A primeira proposta de Marçal Filho (PSDB) excluí tais agressores de programas sociais e de habitação, realizados pelo governo estadual. O veto a este público específico vai começar assim que a pessoa for condenada pela Justiça (Lei Maria da Penha), só podendo ser contemplado após o cumprimento da pena.

Estão fora destas restrições os programas sociais que visam a ressocialização de condenados. O autor justifica que apesar dos avanços, ainda existe um expressivo número de casos de violência contra mulher em Mato Grosso do Sul. Por esta razão precisa se criar novas formas de coibir estas ações criminosas.

Contratações - O segundo projeto do deputado Carlos Alberto David (PSL), proíbe a contratação de pessoas condenadas na Lei Maria da Penha, no serviço público estadual, seja por meio de cargos comissionados ou até por concurso público.

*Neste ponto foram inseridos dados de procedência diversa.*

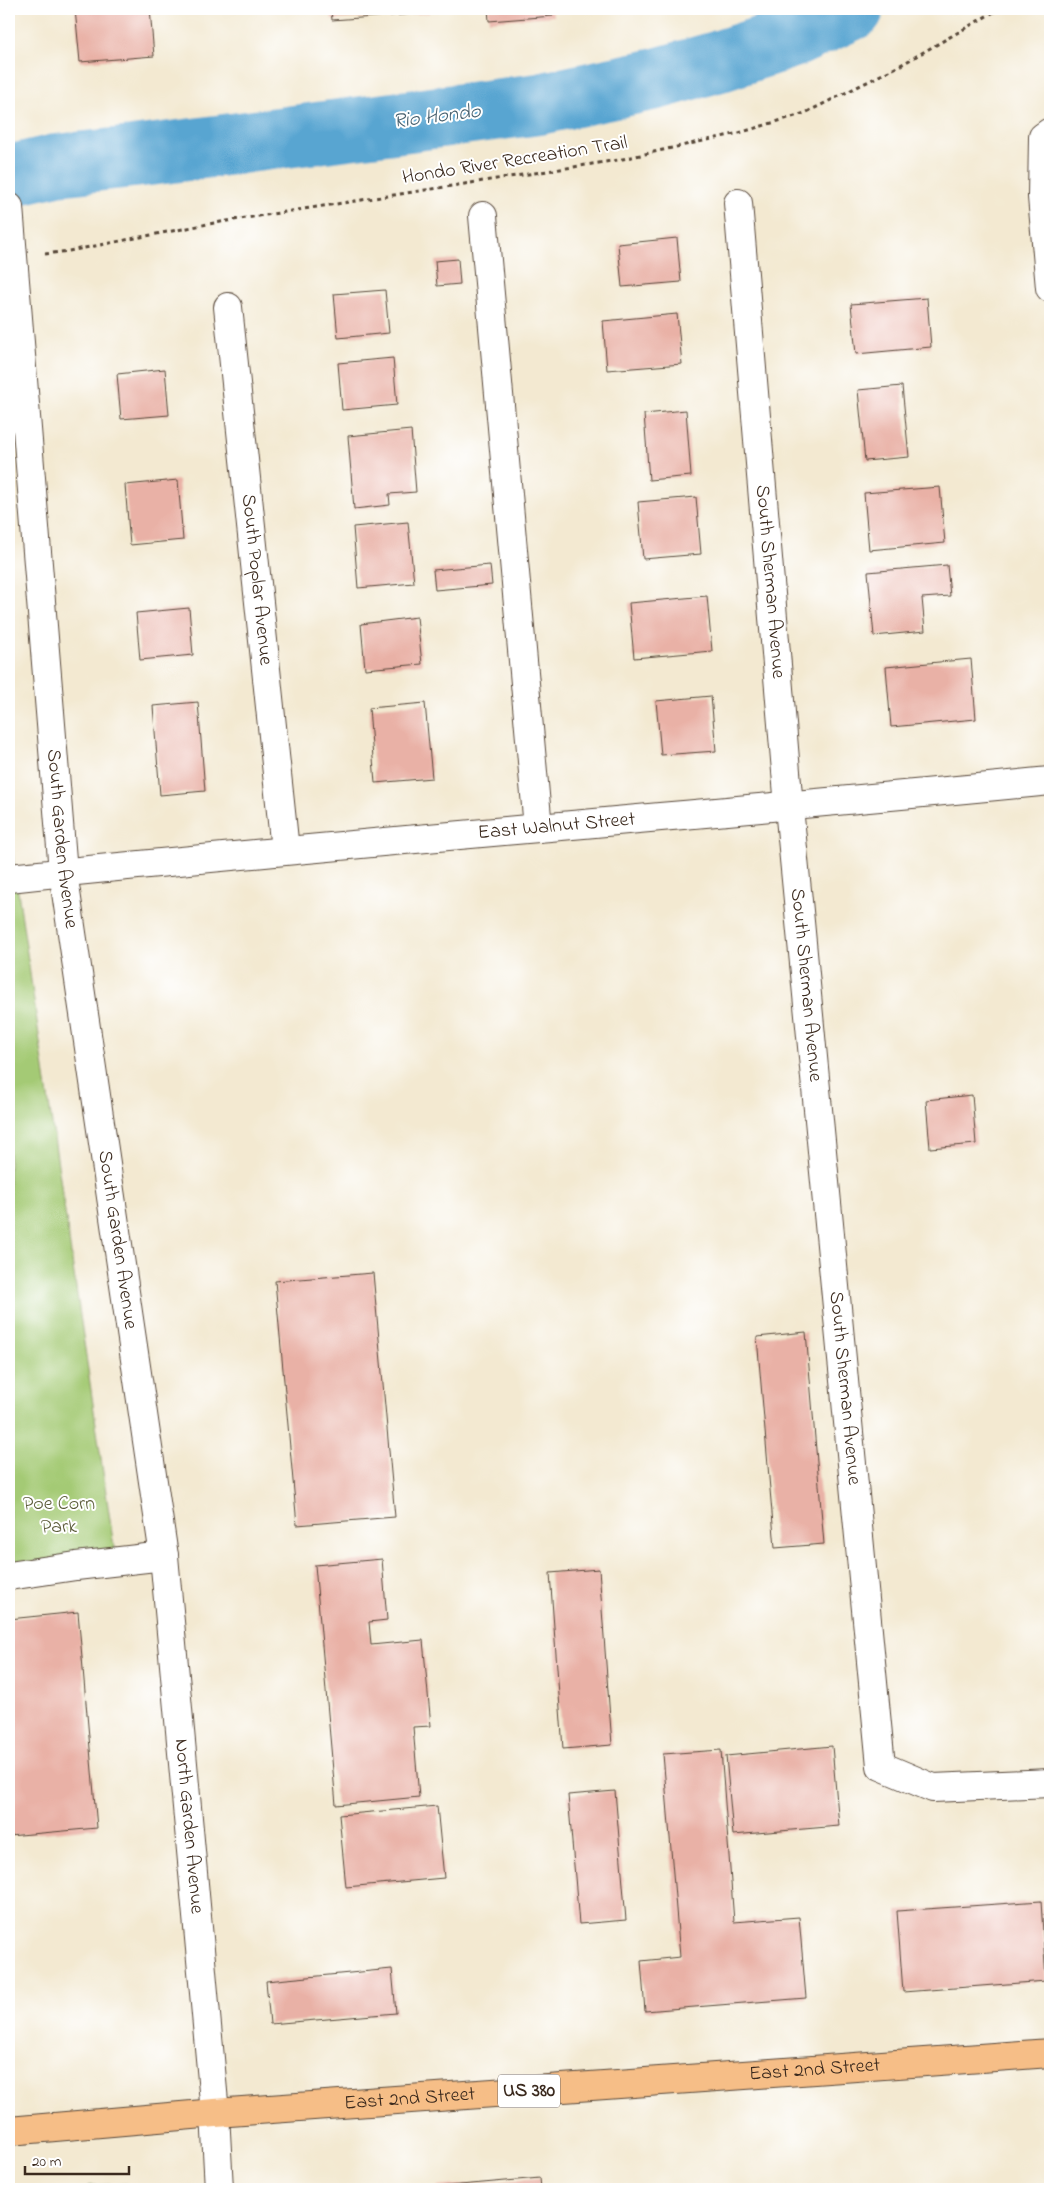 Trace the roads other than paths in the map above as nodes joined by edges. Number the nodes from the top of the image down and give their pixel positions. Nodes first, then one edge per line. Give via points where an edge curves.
1 (1050, 132) edge
2 (738, 203) dead end
3 (9, 207) edge
4 (9, 215) edge
5 (483, 216) dead end
6 (1050, 288) edge
7 (228, 307) dead end
8 (1050, 781) edge
9 (789, 807) junction
10 (538, 828) junction
11 (285, 850) junction
12 (62, 872) junction
13 (9, 878) edge
14 (151, 1465) joint
15 (164, 1556) junction
16 (9, 1576) edge
17 (1050, 1783) edge
18 (1050, 2053) edge
19 (215, 2112) junction
20 (9, 2131) edge
21 (219, 2189) edge

1 - 6 street via 1043,137 1042,197
2 - 9 street, South Sherman Avenue
3 - 4 street, South Garden Avenue
4 - 12 street, South Garden Avenue
5 - 10 street
7 - 11 street, South Poplar Avenue
8 - 9 street, East Walnut Street
9 - 10 street, East Walnut Street
9 - 17 street, South Sherman Avenue via 881,1766 933,1788
10 - 11 street, East Walnut Street
11 - 12 street, East Walnut Street
12 - 13 street, East Walnut Street
12 - 14 street, South Garden Avenue
14 - 15 street, North Garden Avenue
15 - 16 street
15 - 19 street, North Garden Avenue
18 - 19 main road, East 2nd Street / US 380
19 - 20 main road, East 2nd Street / US 380
19 - 21 street, North Garden Avenue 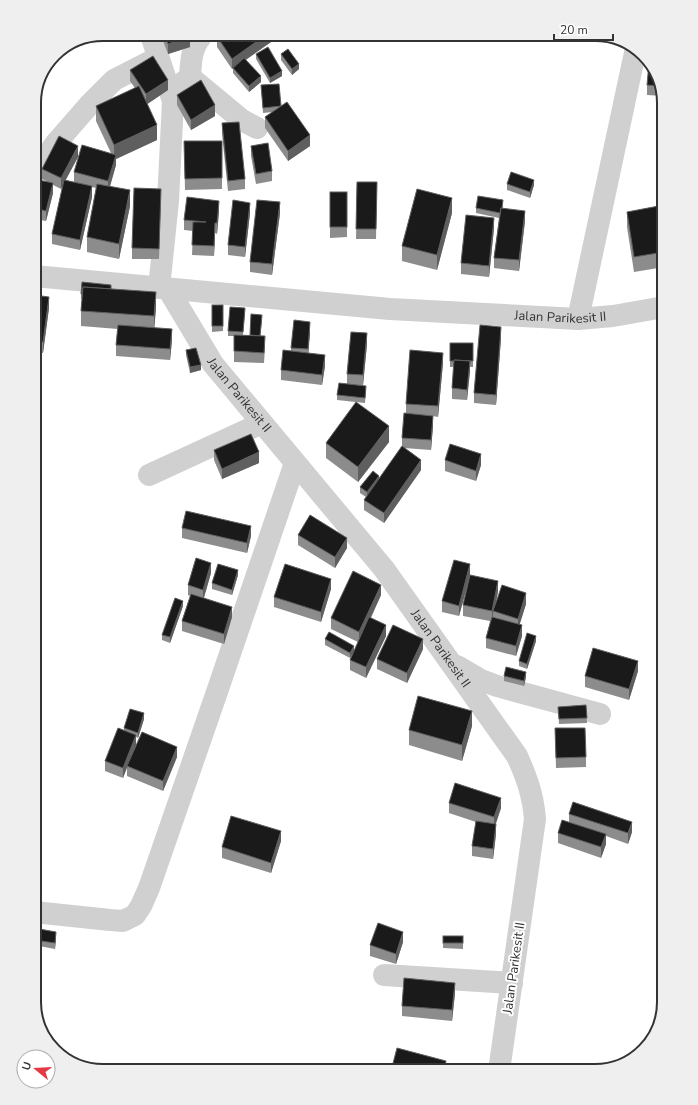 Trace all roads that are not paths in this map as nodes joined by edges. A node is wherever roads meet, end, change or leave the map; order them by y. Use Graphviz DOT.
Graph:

O autor cita que esta restrição também é para servidores do Poder Executivo, também do Legislativo Estadual, Poder Judiciário, assim como autarquias e fundações diretas e indiretas, estando neste contexto, até empresas públicas, com sociedade de economia mista. Como na primeira matéria, a punição vale até o cumprimento comprovado da pena.

Os dois projetos estão em primeira votação. Se forem aprovados ainda precisam passar por uma segunda avaliação, antes de seguirem para sanção do governador Reinaldo Azambuja (PSDB), avalizar as matérias ou vetar, em função da questão jurídica.